§ **Instructions for the task**
Your task is to transcribe all of the records exactly and leave out the pictures.

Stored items
::::

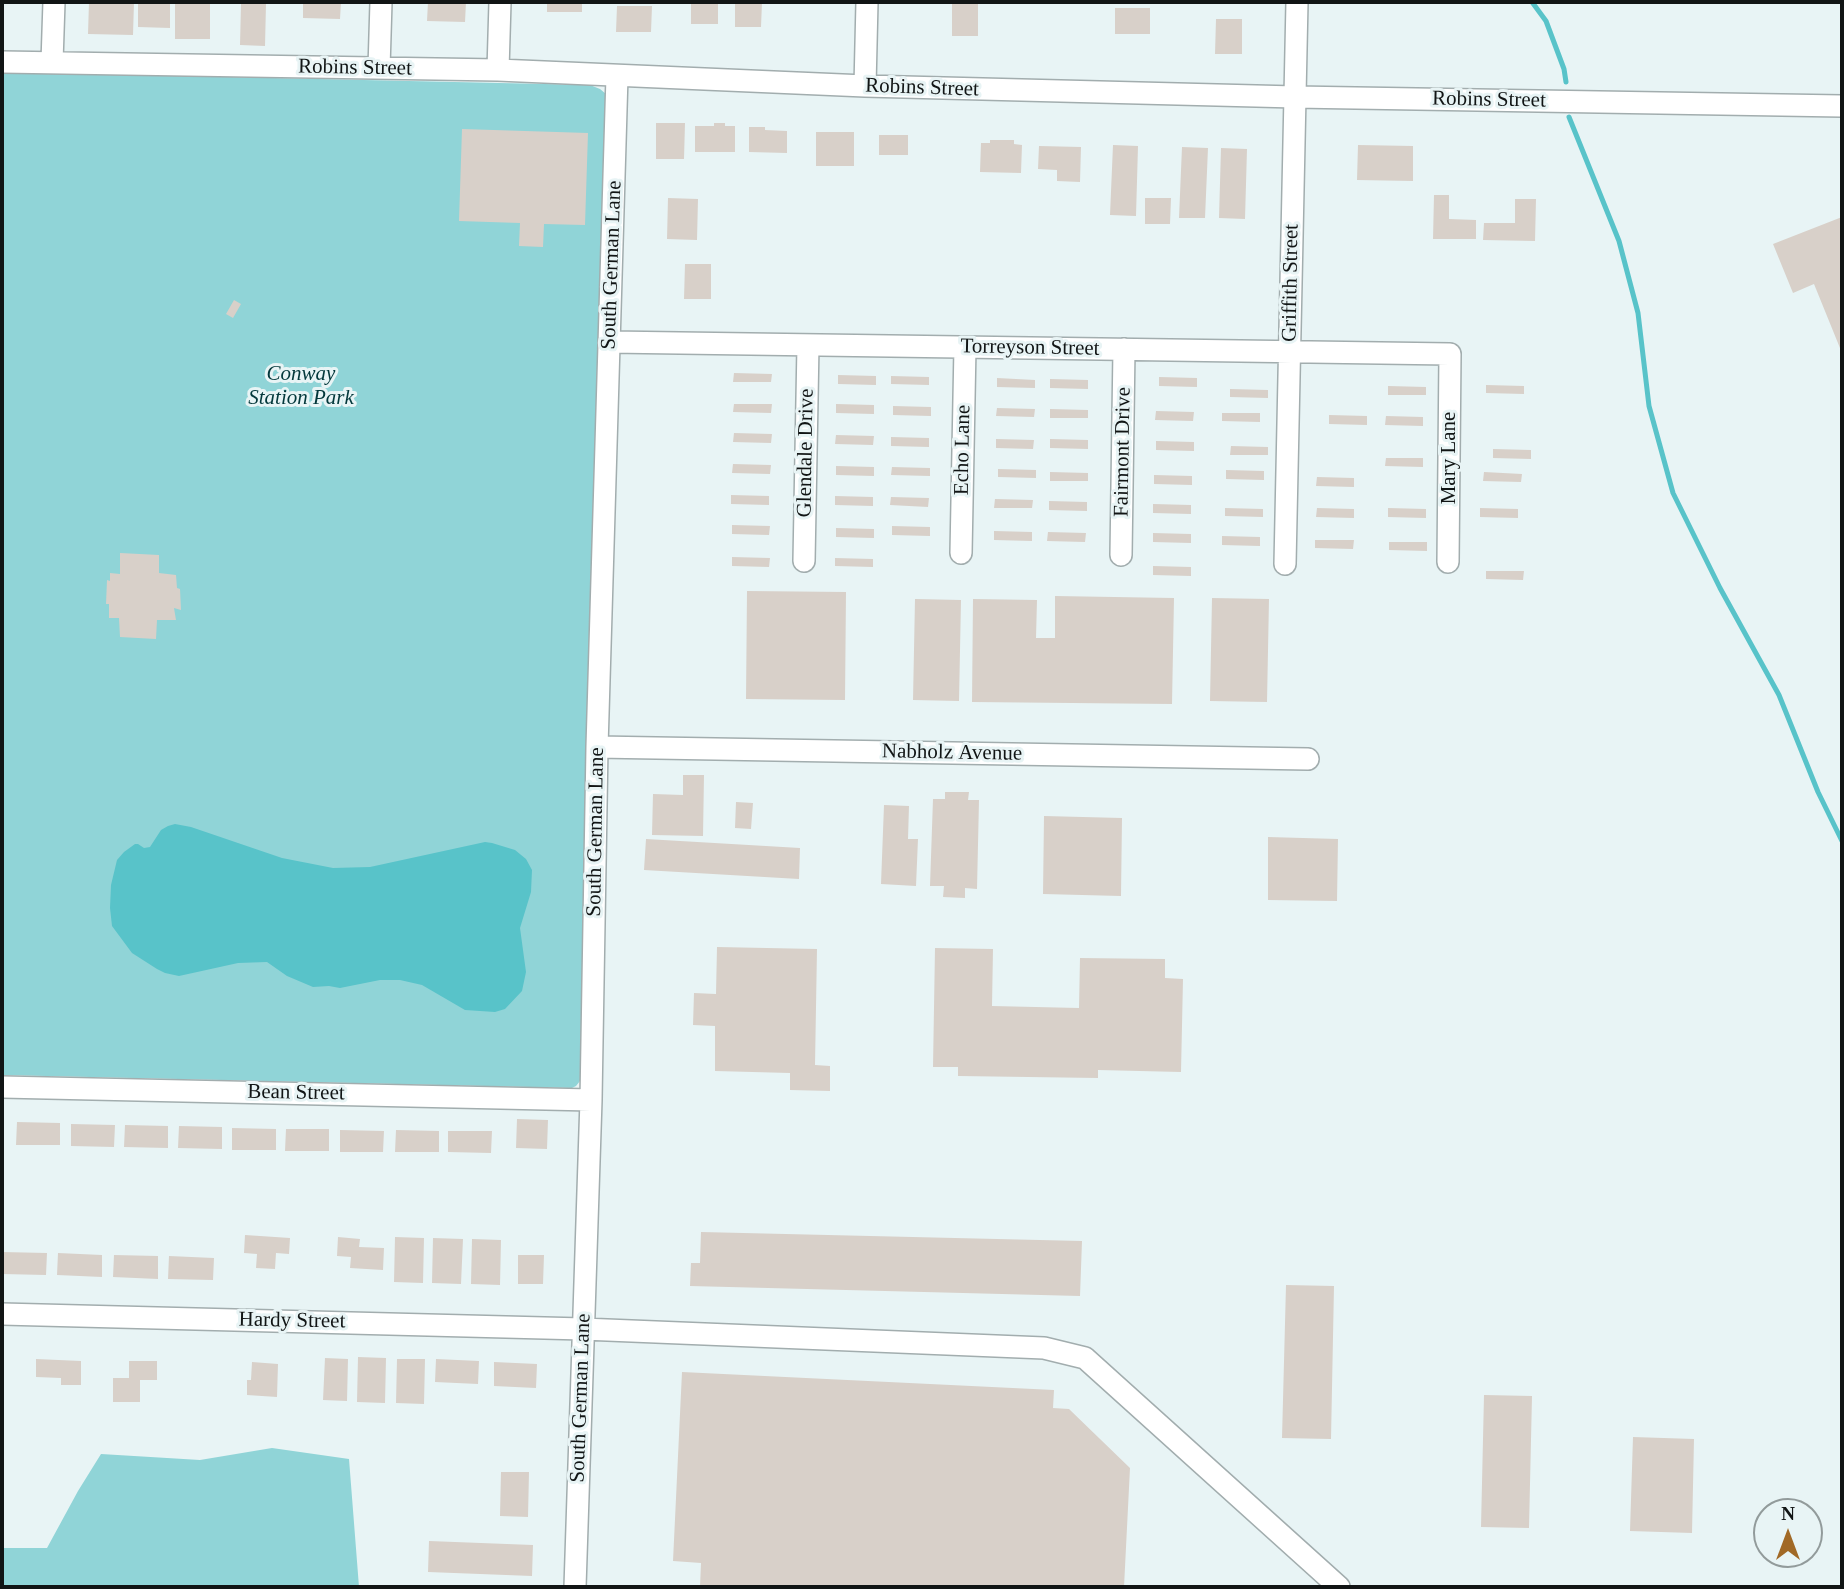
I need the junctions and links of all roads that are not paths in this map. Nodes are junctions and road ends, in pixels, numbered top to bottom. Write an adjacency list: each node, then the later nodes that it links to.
1 (54, 2): 7 (street)
2 (381, 2): 8 (street)
3 (500, 2): 9 (street)
4 (867, 2): 11 (street)
5 (1297, 2): 12 (street, Griffith Street)
6 (2, 62): 7 (street, Robins Street)
7 (52, 62): 8 (street, Robins Street)
8 (379, 68): 9 (street, Robins Street)
9 (498, 70): 10 (street, Robins Street)
10 (617, 76): 11 (street, Robins Street); 14 (street, South German Lane)
11 (865, 86): 12 (street, Robins Street)
12 (1295, 97): 13 (street, Robins Street); 18 (street, Griffith Street)
13 (1842, 106)
14 (610, 342): 15 (street, Torreyson Street); 25 (street, South German Lane)
15 (808, 345): 16 (street, Torreyson Street); 22 (street, Glendale Drive)
16 (965, 347): 17 (street, Torreyson Street); 20 (street, Echo Lane)
17 (1124, 349): 18 (street, Torreyson Street); 21 (street, Fairmont Drive)
18 (1289, 352): 19 (street, Torreyson Street); 24 (street, Griffith Street)
19 (1450, 354): 23 (street, Mary Lane)
20 (961, 553)
21 (1121, 555)
22 (804, 561)
23 (1448, 562)
24 (1284, 564)
25 (597, 747): 26 (street, Nabholz Avenue); 28 (street, South German Lane)
26 (1308, 759)
27 (2, 1087): 28 (street, Bean Street)
28 (591, 1100): 30 (street, South German Lane)
29 (2, 1314): 30 (street, Hardy Street)
30 (583, 1329): 31 (street, South German Lane); 32 (street, Hardy Street)
31 (575, 1587)
32 (1339, 1587)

::::

§ **Response**
I need the junctions and links of all roads that are not paths in this map. Nodes are junctions and road ends, in pixels, numbered top to bottom. Write an adjacency list: each node, then the later nodes that it links to.
1 (54, 2): 7 (street)
2 (381, 2): 8 (street)
3 (500, 2): 9 (street)
4 (867, 2): 11 (street)
5 (1297, 2): 12 (street, Griffith Street)
6 (2, 62): 7 (street, Robins Street)
7 (52, 62): 8 (street, Robins Street)
8 (379, 68): 9 (street, Robins Street)
9 (498, 70): 10 (street, Robins Street)
10 (617, 76): 11 (street, Robins Street); 14 (street, South German Lane)
11 (865, 86): 12 (street, Robins Street)
12 (1295, 97): 13 (street, Robins Street); 18 (street, Griffith Street)
13 (1842, 106)
14 (610, 342): 15 (street, Torreyson Street); 25 (street, South German Lane)
15 (808, 345): 16 (street, Torreyson Street); 22 (street, Glendale Drive)
16 (965, 347): 17 (street, Torreyson Street); 20 (street, Echo Lane)
17 (1124, 349): 18 (street, Torreyson Street); 21 (street, Fairmont Drive)
18 (1289, 352): 19 (street, Torreyson Street); 24 (street, Griffith Street)
19 (1450, 354): 23 (street, Mary Lane)
20 (961, 553)
21 (1121, 555)
22 (804, 561)
23 (1448, 562)
24 (1284, 564)
25 (597, 747): 26 (street, Nabholz Avenue); 28 (street, South German Lane)
26 (1308, 759)
27 (2, 1087): 28 (street, Bean Street)
28 (591, 1100): 30 (street, South German Lane)
29 (2, 1314): 30 (street, Hardy Street)
30 (583, 1329): 31 (street, South German Lane); 32 (street, Hardy Street)
31 (575, 1587)
32 (1339, 1587)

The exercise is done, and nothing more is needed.